As part of an effort to curb Covid-19, which has killed more than 34,000 people across Italy, the Milan authorities have converted the 17-story hotel into a quarantine facility. It opened on March 30 and has room for 300 patients – mostly people who are good enough to be discharged from hospitals but who still test positive and have no place to isolate at home.
“It feels like a hospital,”
Bernasconi visited in April and put on the full protective gear to get a glimpse. A lot of medical personnel filled the polished reception area, which was now encased in plastic like a construction zone. When “guests” arrived, they were sent to their rooms via a specially designed Covid 19 positive elevator so as not to show up for weeks.

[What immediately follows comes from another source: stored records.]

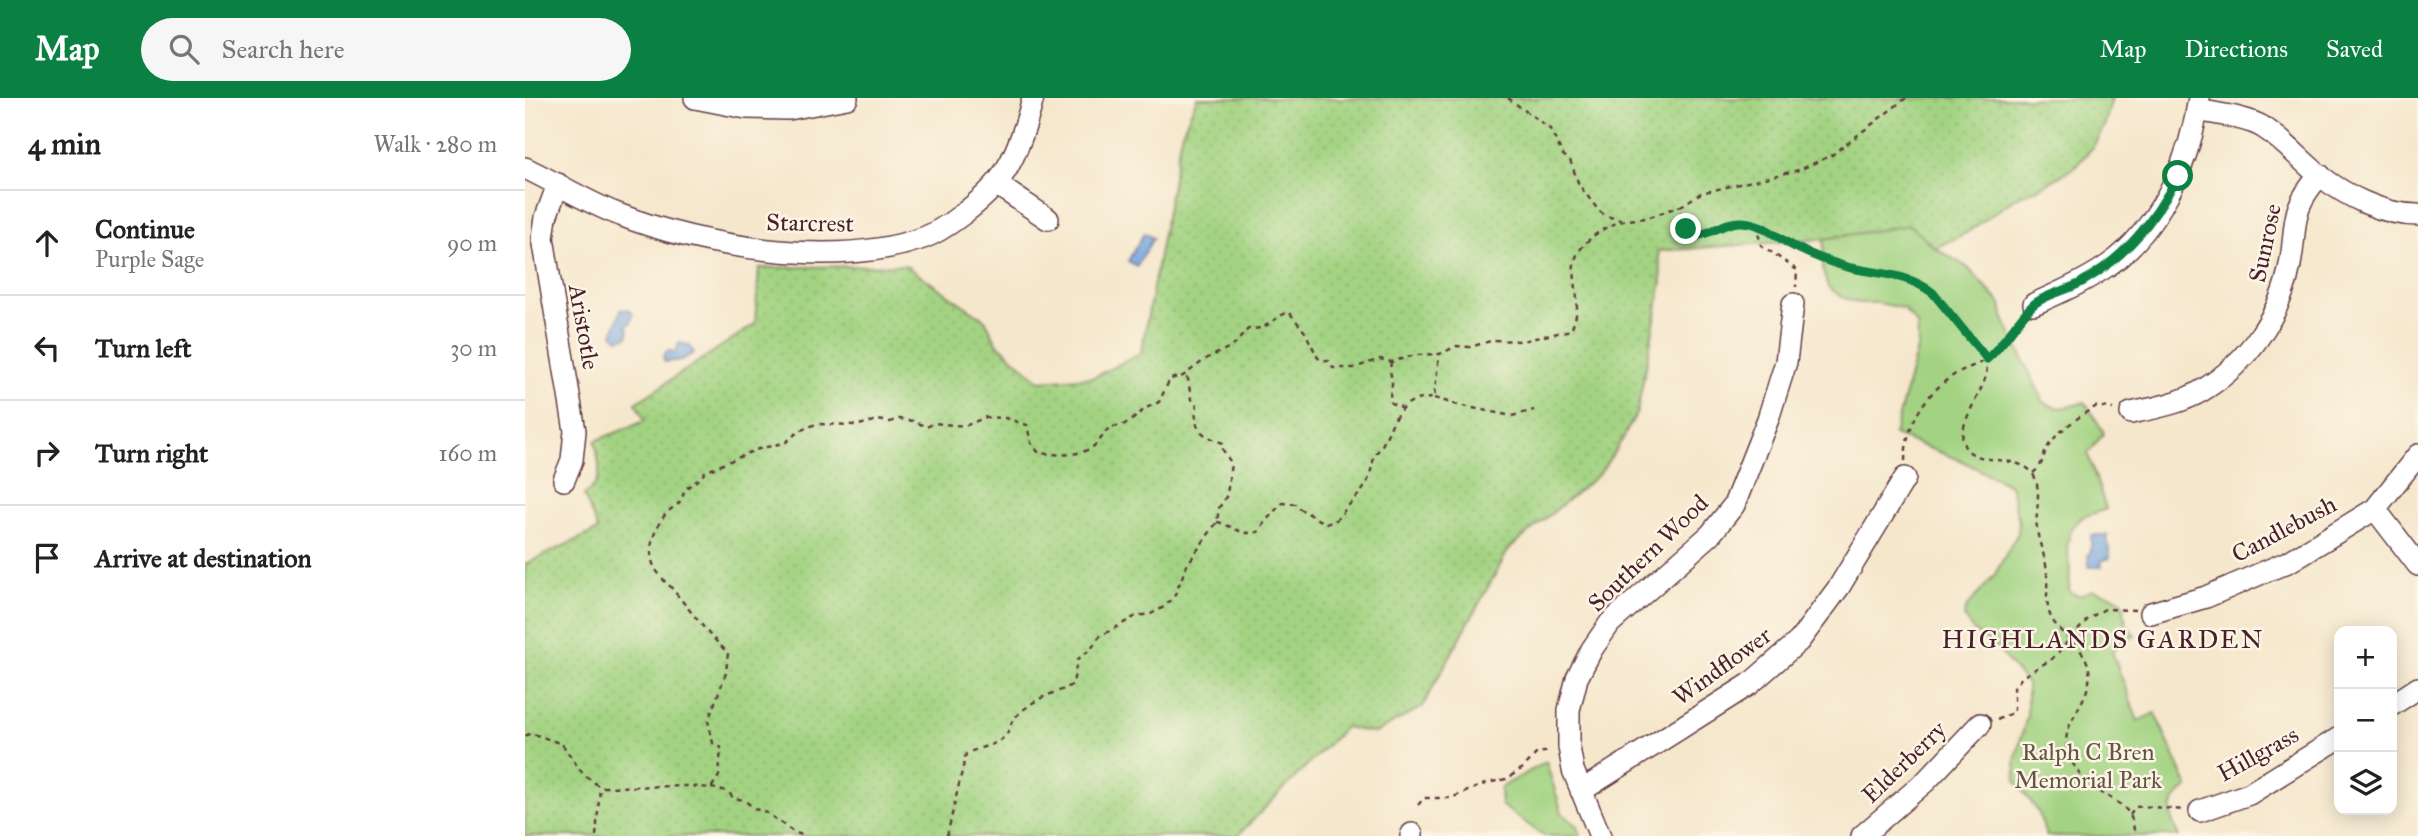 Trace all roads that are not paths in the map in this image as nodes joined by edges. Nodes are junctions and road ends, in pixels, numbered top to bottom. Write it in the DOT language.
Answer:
graph roads {
  1 [pos="695,98"];
  2 [pos="847,98"];
  3 [pos="1033,98"];
  4 [pos="2198,104"];
  5 [pos="525,168"];
  6 [pos="2320,175"];
  7 [pos="558,184"];
  8 [pos="996,184"];
  9 [pos="2418,215"];
  10 [pos="1048,219"];
  11 [pos="1793,304"];
  12 [pos="2034,304"];
  13 [pos="2131,413"];
  14 [pos="2418,455"];
  15 [pos="1905,478"];
  16 [pos="564,480"];
  17 [pos="2375,509"];
  18 [pos="2418,565"];
  19 [pos="2151,612"];
  20 [pos="2418,688"];
  21 [pos="2397,702"];
  22 [pos="1980,724"];
  23 [pos="2334,741"];
  24 [pos="1581,791"];
  25 [pos="2200,811"];
  26 [pos="1600,836"];
  27 [pos="1862,836"];
  1 -- 2 [label="street"];
  3 -- 8 [label="street, Starcrest"];
  4 -- 6 [label="street"];
  4 -- 12 [label="street"];
  5 -- 7 [label="street, Starcrest"];
  6 -- 9 [label="street"];
  6 -- 13 [label="street, Sunrose"];
  7 -- 8 [label="street, Starcrest"];
  7 -- 16 [label="street, Aristotle"];
  8 -- 10 [label="street"];
  11 -- 24 [label="street, Southern Wood"];
  14 -- 17 [label="street, Candlebush"];
  15 -- 24 [label="street, Windflower"];
  17 -- 18 [label="street"];
  17 -- 19 [label="street, Candlebush"];
  20 -- 21 [label="street"];
  22 -- 27 [label="street, Elderberry"];
  23 -- 25 [label="street, Hillgrass"];
  24 -- 26 [label="street, Southern Wood"];
}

The stay is free and usually takes 14 to 21 days or until the patients have been tested negative twice – an eternity if you are stuck alone in a 200 square meter room and cannot hug your loved ones. The only people you see are the nurses who stop by to check their vital signs and take swabs. Meals arrive at the door handles three times a day in paper bags. Fresh bed linen and towels are delivered once a week. They never leave their rooms … at least they shouldn’t. “The manager told me there was a party with three people who were just talking and drinking and having a good time,” says Bernasconi. “He was really mad and sent everyone back to their rooms.”
Bernasconi visited several patients to shoot their portraits, keep their distance and restrict speaking. The pictures drip with boredom and fear. Everyone just wants to go – and more to bring back to life, like it was before the pandemic, when the Hotel Michelangelo was just a place where people collapsed after a fun day of sightseeing.